§ **What you need to do**
Supply the number of lines below containing "خیابان", nothing else.

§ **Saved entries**
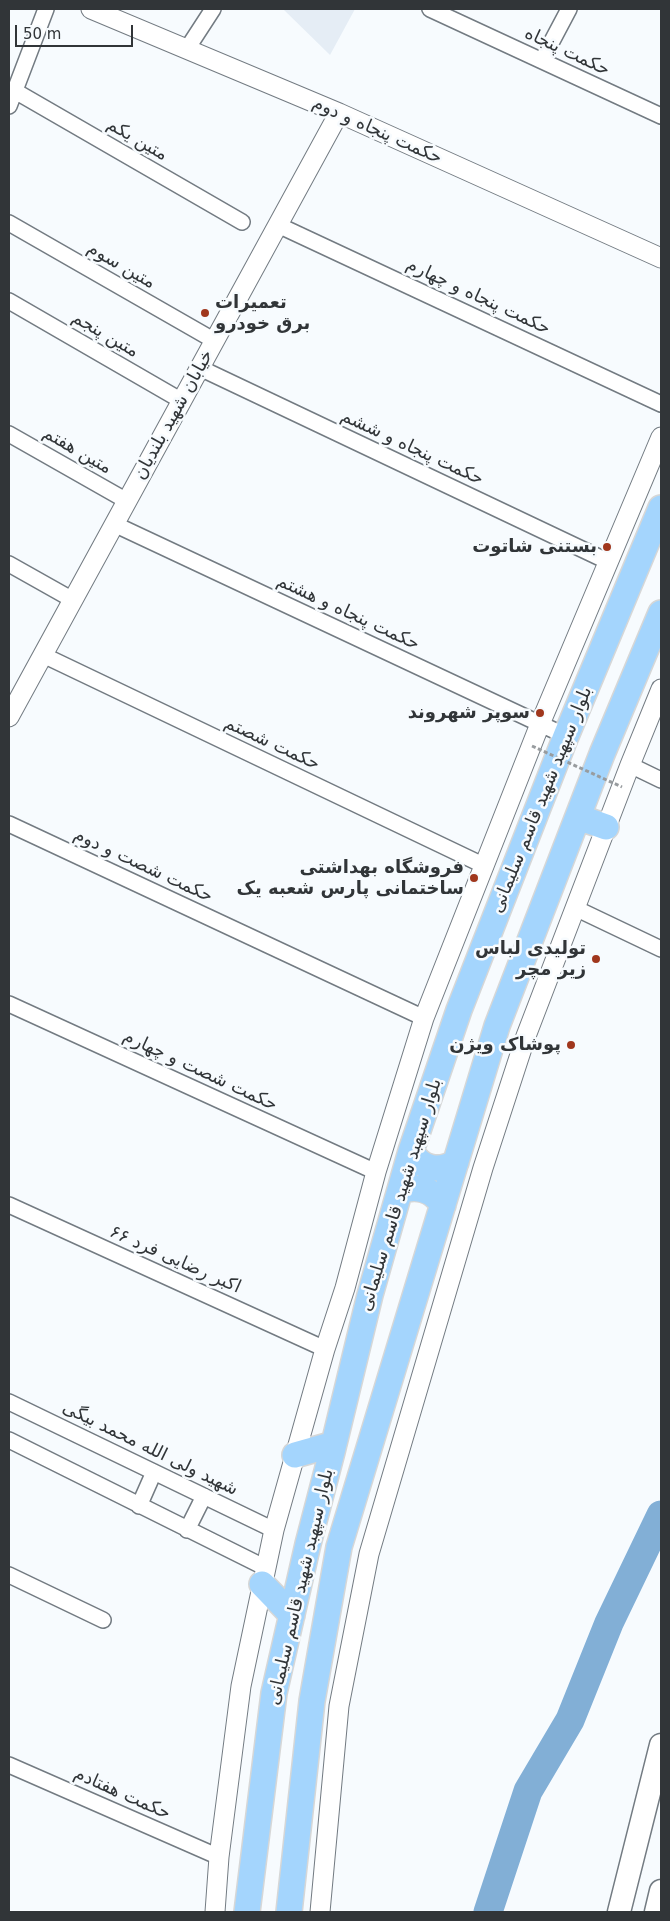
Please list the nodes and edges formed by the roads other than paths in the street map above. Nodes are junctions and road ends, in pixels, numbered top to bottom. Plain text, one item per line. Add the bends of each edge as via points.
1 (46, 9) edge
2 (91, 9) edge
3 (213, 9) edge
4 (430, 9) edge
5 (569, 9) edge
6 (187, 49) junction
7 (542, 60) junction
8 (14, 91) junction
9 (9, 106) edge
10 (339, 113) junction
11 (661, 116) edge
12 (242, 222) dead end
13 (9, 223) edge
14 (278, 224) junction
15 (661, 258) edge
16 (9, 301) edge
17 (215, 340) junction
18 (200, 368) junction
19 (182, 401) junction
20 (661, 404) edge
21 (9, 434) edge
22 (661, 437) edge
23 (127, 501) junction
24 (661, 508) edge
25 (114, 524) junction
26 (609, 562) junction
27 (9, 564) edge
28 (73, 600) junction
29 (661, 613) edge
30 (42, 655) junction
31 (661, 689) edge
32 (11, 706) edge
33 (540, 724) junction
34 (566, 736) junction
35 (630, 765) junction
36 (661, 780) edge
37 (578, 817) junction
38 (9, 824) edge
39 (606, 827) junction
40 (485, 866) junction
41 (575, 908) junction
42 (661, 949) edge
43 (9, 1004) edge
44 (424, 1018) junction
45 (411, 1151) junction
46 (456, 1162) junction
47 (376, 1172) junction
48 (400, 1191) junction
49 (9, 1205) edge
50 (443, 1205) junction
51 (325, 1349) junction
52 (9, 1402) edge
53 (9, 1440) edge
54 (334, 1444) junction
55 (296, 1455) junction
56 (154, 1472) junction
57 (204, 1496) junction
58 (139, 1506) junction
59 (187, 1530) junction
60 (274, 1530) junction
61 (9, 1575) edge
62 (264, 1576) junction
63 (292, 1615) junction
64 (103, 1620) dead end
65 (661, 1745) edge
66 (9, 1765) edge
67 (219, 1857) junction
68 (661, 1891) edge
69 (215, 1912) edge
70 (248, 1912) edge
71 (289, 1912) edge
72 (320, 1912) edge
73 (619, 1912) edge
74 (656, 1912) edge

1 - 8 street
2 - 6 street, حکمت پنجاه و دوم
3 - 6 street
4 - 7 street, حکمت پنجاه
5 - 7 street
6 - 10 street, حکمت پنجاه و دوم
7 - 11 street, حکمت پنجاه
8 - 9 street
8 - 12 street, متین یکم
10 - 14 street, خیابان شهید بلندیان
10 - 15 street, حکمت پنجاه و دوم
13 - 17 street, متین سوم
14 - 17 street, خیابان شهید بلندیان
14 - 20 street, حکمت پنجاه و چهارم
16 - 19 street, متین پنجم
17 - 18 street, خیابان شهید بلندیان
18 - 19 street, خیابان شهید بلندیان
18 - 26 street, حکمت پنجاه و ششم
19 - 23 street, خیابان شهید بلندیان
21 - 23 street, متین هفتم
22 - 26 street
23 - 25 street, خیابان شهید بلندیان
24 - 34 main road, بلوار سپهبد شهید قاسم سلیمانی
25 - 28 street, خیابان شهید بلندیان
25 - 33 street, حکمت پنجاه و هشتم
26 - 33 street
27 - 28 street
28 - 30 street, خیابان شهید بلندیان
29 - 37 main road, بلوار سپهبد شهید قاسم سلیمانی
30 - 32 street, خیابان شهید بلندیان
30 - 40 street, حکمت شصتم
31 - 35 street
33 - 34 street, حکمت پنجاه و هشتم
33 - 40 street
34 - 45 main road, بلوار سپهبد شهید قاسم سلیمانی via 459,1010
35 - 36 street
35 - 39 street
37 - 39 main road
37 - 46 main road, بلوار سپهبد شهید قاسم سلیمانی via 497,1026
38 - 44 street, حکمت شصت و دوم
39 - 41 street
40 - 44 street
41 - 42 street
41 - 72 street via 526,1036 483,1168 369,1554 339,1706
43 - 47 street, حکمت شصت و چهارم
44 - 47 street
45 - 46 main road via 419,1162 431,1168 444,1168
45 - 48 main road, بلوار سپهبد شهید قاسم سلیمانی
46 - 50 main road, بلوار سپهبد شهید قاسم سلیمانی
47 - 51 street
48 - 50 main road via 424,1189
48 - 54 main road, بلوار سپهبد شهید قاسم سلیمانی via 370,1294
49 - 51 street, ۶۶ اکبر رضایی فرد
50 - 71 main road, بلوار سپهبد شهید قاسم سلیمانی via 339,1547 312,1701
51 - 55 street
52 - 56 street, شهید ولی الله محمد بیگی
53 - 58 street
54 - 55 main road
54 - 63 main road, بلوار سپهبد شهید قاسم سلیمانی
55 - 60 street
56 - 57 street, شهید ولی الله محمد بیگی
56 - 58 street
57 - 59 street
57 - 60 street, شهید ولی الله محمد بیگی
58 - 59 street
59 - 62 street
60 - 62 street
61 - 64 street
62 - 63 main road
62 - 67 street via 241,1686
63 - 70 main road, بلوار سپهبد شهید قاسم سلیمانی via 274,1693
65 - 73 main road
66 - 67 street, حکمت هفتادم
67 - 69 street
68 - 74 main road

--

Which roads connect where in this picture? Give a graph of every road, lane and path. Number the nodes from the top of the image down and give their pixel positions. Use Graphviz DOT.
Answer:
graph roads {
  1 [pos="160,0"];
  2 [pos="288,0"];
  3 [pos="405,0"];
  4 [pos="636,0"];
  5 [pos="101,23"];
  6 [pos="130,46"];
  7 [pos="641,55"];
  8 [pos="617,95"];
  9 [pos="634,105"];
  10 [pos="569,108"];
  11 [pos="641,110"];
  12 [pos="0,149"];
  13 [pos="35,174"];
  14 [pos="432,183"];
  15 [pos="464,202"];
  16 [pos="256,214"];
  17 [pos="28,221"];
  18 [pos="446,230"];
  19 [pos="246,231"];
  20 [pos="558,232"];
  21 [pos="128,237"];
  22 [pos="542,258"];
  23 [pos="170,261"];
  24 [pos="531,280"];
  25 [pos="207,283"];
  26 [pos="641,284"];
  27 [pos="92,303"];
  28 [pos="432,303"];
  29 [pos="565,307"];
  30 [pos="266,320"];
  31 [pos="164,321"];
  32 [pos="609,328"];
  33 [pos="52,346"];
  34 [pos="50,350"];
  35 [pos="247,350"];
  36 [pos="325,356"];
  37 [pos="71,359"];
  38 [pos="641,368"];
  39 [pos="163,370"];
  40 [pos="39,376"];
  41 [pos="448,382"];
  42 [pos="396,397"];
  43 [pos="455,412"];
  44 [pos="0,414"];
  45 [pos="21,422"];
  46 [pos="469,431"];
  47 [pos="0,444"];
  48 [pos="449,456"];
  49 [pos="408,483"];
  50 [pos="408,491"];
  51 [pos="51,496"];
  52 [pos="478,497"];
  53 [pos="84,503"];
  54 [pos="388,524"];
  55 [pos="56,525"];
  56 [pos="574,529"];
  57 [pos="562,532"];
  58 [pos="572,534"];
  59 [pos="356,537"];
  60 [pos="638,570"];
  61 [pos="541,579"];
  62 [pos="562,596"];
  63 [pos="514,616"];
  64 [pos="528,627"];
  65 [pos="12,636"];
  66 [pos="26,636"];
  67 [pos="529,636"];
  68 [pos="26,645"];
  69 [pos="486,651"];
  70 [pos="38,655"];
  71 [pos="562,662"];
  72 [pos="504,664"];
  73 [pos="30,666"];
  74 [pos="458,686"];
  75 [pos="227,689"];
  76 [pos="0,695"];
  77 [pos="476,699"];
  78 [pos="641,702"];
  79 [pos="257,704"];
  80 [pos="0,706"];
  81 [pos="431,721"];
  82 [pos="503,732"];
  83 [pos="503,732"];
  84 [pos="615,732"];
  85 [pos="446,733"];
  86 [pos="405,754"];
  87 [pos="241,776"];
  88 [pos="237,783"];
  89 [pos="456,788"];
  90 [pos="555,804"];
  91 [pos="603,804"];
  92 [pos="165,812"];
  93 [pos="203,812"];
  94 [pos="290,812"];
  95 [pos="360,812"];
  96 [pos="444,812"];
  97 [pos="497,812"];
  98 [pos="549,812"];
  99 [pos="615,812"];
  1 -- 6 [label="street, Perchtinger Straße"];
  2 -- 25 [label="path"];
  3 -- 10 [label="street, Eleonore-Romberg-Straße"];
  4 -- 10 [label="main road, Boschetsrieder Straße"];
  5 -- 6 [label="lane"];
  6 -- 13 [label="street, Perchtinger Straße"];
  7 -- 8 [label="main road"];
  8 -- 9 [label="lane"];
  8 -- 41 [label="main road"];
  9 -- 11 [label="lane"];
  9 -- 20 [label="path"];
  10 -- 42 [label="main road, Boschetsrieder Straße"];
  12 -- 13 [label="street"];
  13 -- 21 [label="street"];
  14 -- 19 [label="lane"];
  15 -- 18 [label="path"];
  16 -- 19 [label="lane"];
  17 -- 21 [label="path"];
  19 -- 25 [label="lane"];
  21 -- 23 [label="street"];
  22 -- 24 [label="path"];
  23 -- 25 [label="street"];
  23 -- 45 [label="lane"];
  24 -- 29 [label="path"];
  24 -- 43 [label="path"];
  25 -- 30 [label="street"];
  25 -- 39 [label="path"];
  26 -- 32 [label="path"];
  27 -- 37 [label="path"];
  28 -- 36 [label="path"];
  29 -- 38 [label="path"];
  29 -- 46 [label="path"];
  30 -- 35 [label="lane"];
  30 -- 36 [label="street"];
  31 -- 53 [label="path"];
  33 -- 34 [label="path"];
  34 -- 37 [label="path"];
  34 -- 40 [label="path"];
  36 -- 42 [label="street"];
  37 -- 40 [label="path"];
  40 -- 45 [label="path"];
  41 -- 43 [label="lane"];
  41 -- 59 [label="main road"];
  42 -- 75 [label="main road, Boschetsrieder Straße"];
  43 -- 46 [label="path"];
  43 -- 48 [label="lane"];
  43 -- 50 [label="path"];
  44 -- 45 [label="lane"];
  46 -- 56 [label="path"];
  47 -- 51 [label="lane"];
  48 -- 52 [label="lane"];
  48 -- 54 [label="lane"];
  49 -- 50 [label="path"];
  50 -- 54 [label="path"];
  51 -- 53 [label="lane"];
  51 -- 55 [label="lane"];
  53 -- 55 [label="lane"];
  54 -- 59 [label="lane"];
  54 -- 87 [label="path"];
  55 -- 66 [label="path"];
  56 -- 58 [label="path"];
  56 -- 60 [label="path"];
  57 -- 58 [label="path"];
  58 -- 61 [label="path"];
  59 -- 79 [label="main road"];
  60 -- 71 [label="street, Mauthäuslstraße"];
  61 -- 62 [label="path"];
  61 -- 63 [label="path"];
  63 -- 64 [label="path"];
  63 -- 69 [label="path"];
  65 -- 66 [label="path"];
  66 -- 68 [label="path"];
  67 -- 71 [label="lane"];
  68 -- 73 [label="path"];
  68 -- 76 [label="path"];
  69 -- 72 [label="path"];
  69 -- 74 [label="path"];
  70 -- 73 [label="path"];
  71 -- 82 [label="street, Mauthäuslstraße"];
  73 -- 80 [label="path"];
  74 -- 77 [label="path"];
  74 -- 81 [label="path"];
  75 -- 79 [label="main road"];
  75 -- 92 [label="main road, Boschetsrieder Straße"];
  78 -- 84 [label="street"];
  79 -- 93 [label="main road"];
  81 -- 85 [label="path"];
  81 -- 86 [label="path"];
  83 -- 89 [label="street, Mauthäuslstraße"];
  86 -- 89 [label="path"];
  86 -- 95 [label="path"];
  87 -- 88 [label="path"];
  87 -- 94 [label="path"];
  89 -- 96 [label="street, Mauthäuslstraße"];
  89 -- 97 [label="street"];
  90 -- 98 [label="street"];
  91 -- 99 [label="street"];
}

§ **Task result**
9